Pictured people or hands with joints
..........

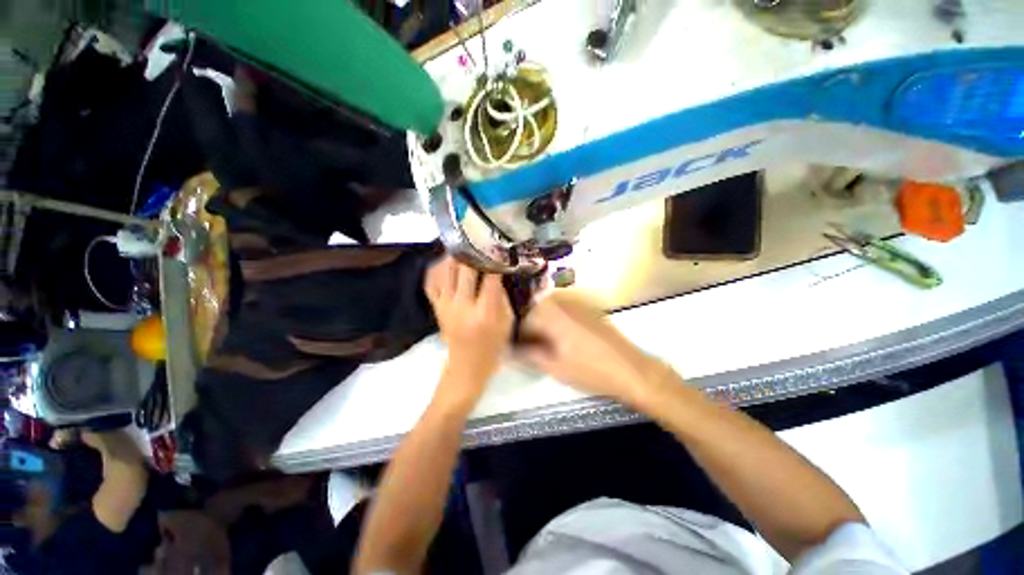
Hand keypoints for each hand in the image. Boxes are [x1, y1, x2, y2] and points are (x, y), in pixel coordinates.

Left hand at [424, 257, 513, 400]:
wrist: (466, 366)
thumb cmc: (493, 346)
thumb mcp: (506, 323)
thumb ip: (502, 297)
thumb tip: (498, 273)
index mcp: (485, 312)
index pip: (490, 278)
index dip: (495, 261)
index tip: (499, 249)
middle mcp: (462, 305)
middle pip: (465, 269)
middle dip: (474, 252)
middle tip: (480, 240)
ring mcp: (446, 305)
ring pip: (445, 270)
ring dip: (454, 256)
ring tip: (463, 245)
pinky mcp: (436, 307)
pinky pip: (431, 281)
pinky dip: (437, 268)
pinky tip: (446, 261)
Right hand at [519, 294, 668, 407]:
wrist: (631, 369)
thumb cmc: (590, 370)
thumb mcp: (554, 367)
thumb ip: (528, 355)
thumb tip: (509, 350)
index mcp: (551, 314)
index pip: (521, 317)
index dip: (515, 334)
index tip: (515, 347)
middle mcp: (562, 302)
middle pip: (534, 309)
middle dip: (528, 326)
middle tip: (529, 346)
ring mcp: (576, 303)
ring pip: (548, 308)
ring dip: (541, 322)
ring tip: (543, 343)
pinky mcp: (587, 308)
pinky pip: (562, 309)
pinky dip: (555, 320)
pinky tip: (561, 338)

..........

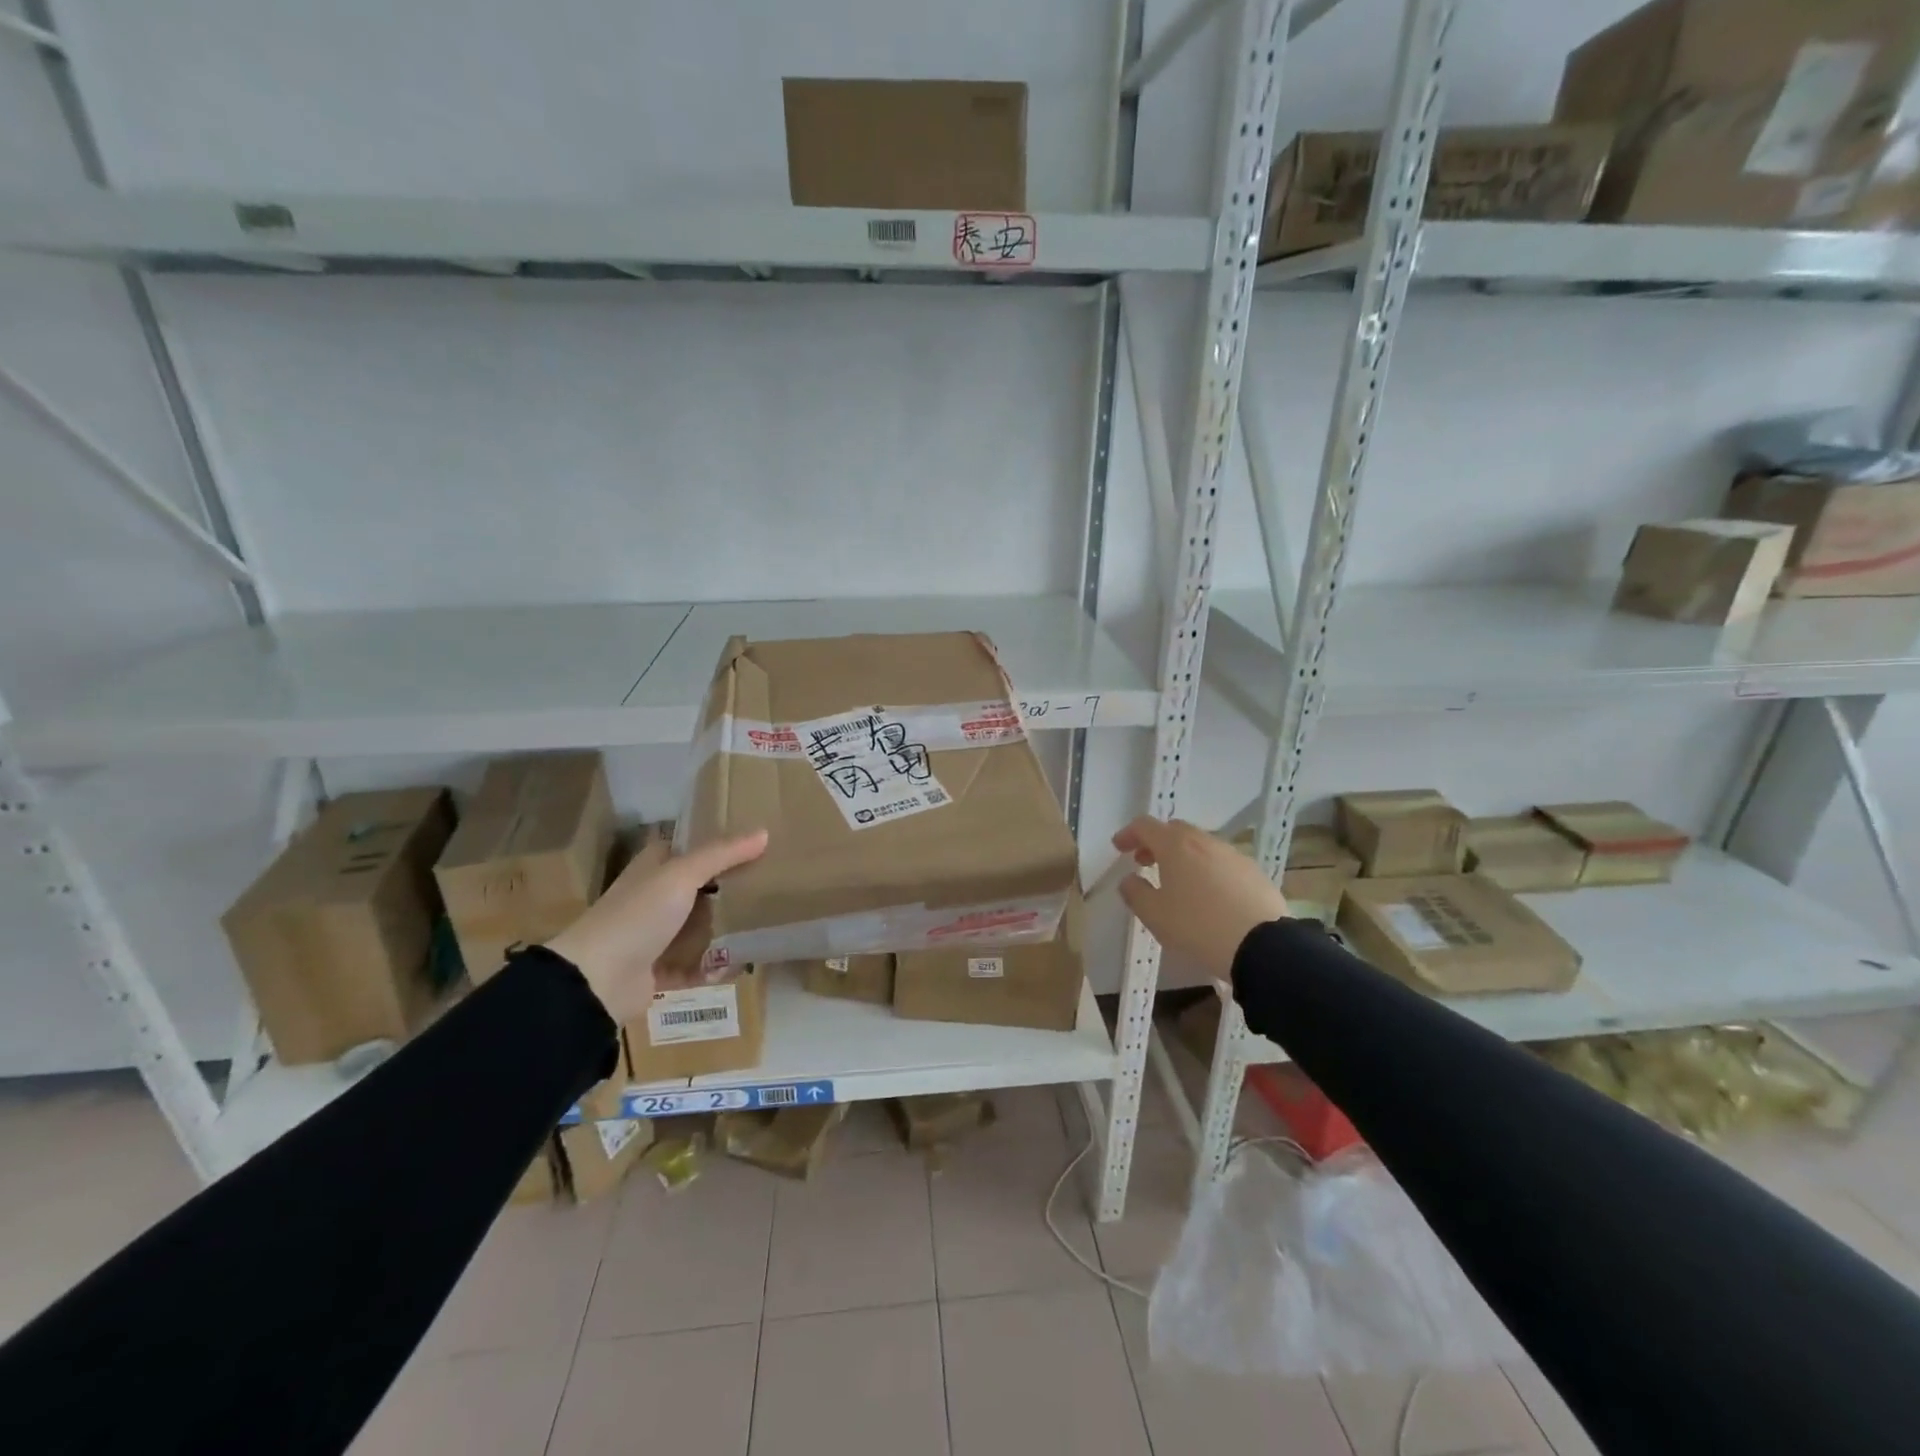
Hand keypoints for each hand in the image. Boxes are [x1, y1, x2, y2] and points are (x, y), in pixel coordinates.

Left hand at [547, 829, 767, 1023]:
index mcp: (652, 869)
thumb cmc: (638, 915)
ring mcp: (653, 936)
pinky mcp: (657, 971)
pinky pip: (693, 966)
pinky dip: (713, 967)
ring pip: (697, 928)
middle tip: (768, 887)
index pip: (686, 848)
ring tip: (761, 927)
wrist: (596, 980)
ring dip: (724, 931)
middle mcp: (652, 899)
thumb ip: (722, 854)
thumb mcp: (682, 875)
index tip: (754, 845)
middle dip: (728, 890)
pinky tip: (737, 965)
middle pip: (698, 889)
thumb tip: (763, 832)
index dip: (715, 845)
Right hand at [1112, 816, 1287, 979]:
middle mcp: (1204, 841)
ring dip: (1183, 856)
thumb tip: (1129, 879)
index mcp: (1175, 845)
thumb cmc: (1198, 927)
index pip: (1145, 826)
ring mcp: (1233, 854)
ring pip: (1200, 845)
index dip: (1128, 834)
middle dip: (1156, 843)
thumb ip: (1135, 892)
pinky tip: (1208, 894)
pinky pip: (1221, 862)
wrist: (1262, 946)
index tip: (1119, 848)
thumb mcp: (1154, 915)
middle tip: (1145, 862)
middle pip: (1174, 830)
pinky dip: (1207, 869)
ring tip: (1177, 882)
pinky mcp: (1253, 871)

..........

### Goal of the exercise
Above are the entries. Output exactly the lines beginning with the line that has "index dip: (715, 845)" and ending with the line that has "index tip: (1119, 848)".

### Written solution
index dip: (715, 845)
Right hand at [1112, 816, 1287, 979]:
middle mcp: (1204, 841)
ring dip: (1183, 856)
thumb tip: (1129, 879)
index mcp: (1175, 845)
thumb cmc: (1198, 927)
index pip: (1145, 826)
ring mcp: (1233, 854)
ring pip: (1200, 845)
index dip: (1128, 834)
middle dip: (1156, 843)
thumb ip: (1135, 892)
pinky tip: (1208, 894)
pinky pip: (1221, 862)
wrist: (1262, 946)
index tip: (1119, 848)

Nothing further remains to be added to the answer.